Gathering Ingredients

Gathering Ingredients

What to assemble before you start
Mise en place is where calm meets speed. Lay out the components so every stir, pour, and toss becomes second nature: fresh aromatics, a crisp head of broccoli, and pantry liquids blended into a cohesive sauce. Taking a moment to prep ensures the cooking portion feels like choreography, not scrambling.
Ingredient checklist

  • 1 lb (450g) ground beef 🥩
  • 1 head broccoli, cut into florets (about 450g) 🥦
  • 3 tbsp soy sauce 🍶
  • 2 tbsp brown sugar 🍯
  • 2 cloves garlic, minced đź§„
  • 1 tbsp grated ginger 🌿
  • 1 tbsp sesame oil 🥄
  • 1 tbsp vegetable oil 🛢️
  • 1 tbsp cornstarch 🌽
  • 1/2 cup water đź’§
  • 2 green onions, sliced đź§…
  • 1 tsp toasted sesame seeds 🌱
  • Cooked rice, to serve 🍚

Shopping and prep notes
Choose a coarse‑ground beef for texture and slightly higher fat for flavor—fat can be trimmed during cooking if you prefer. Pick broccoli with tight, deep-green florets and firm stalks; they hold up to brief high heat and give you that satisfying bite. Fresh ginger and garlic will outshine powdered substitutes—grate and mince them just before mixing the sauce to preserve aromatics. Set your cornstarch with the water to avoid clumps, and have a sturdy skillet on hand: it helps with even browning and fast evaporation when reducing the sauce.

Flavor Profile & Sauce Notes

Understanding the sauce
At the heart of this dish is a harmonized sauce that glues the components together. It balances saline umami from fermented soy with brown sugar’s caramel warmth, and a whisper of sesame oil for toasty perfume. Cornstarch plays a subtle but crucial role: it transforms thin liquid into a glossy coating that adheres to both meat and vegetable without becoming gummy.
Layering flavor

  • Aromatics: Fresh garlic and ginger release volatile oils that brighten the overall taste; add them to the sauce to infuse it, then finish with scallions for freshness.
  • Sweet-Savory balance: The sugar tempers the soy’s saltiness and helps with caramelization during the quick simmer.
  • Mouthfeel: The sesame oil introduces an almost nutty roundness; a little goes a long way to suggest depth.

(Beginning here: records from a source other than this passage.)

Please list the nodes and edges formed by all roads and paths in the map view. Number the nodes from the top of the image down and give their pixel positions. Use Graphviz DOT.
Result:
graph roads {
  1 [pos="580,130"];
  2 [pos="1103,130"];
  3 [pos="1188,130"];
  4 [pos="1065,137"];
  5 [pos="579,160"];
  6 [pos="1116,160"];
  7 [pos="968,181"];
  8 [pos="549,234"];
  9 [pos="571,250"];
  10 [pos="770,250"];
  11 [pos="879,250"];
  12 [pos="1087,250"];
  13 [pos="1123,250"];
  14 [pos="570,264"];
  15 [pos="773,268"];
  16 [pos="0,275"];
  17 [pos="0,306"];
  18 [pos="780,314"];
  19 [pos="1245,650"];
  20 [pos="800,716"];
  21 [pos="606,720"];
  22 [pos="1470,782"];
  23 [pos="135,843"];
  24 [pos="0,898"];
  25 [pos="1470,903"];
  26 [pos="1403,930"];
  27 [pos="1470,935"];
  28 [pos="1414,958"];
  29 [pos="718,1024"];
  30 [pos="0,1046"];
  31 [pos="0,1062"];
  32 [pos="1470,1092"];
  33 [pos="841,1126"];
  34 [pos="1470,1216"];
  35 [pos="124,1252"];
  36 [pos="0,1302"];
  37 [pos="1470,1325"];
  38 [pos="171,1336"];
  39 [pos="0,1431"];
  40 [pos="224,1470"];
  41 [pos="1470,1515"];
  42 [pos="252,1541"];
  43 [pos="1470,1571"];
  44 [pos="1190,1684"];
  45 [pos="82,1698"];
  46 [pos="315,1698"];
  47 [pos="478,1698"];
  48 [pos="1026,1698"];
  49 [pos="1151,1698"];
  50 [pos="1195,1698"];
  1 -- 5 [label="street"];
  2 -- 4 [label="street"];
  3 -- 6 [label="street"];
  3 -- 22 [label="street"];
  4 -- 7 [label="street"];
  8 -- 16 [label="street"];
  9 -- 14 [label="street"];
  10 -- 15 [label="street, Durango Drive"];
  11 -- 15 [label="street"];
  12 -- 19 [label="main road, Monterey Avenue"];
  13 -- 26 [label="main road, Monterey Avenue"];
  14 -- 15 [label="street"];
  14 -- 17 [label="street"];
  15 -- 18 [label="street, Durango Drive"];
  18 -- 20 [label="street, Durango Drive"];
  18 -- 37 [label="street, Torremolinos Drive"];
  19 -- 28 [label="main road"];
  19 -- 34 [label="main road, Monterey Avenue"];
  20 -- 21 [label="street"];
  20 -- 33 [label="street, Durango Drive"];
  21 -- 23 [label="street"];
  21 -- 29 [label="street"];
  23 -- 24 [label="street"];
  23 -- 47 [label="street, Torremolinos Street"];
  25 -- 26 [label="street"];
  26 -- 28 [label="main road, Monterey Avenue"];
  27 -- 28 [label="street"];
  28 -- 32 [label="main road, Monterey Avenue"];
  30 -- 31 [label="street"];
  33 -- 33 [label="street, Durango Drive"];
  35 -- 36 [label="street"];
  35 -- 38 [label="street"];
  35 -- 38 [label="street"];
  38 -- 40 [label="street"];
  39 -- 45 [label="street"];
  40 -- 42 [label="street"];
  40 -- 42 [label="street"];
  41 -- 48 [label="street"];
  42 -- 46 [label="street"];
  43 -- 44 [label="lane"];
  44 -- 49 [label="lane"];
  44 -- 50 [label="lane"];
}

Technique-wise, whisk the sauce until the cornstarch is fully dissolved to avoid streaks of raw starch in the finished pan. When you pour it into the skillet, working quickly to combine and reduce will create that lacquered finish—aim for a viscosity that clings but still moves when you tilt the pan. If you prefer a more assertive profile, add a few flakes of red pepper or a splash of rice vinegar for acidity; if you want it milder, reduce the sugar slightly or finish with extra green onion for brightness.

Cooking Process

Cooking Process

Step-by-step skillet flow
This section lays out the active cooking steps in order so you can move with confidence at the stove. Keep your tools close—spatula, tongs, and a lid are helpful—and adjust heat as needed so the beef browns without burning and the broccoli finishes tender-crisp.
Instructions

  1. In a bowl, whisk soy sauce, brown sugar, minced garlic, grated ginger, sesame oil, cornstarch, and water until smooth.
  2. Heat vegetable oil in a large skillet over medium-high heat.
  3. Add ground beef and cook, breaking up with a spoon, until browned and cooked through, about 5–7 minutes; drain excess fat.
  4. Pour the sauce into the skillet with the beef and simmer until it begins to thicken, about 2 minutes.
  5. Add broccoli florets, toss to coat, and cook until tender-crisp, about 3–5 minutes.
  6. Stir in sliced green onions and toasted sesame seeds.
  7. Serve hot over cooked rice.

Pro tips for execution
When browning the beef, let it sit undisturbed for short stretches to develop color—color equals flavor. If the pan yields too much fat, drain it so the sauce can cling rather than float. Once the sauce hits the hot pan, maintain a lively simmer so it reduces quickly; this brief reduction activates the cornstarch and gives shine. When adding broccoli, ensure florets are roughly the same size for even cooking; if a lid helps steam them through more evenly without overcooking, use it briefly and then uncover to reduce the sauce. Finish with scallions and sesame seeds off-heat so they retain their fresh and toasted textures.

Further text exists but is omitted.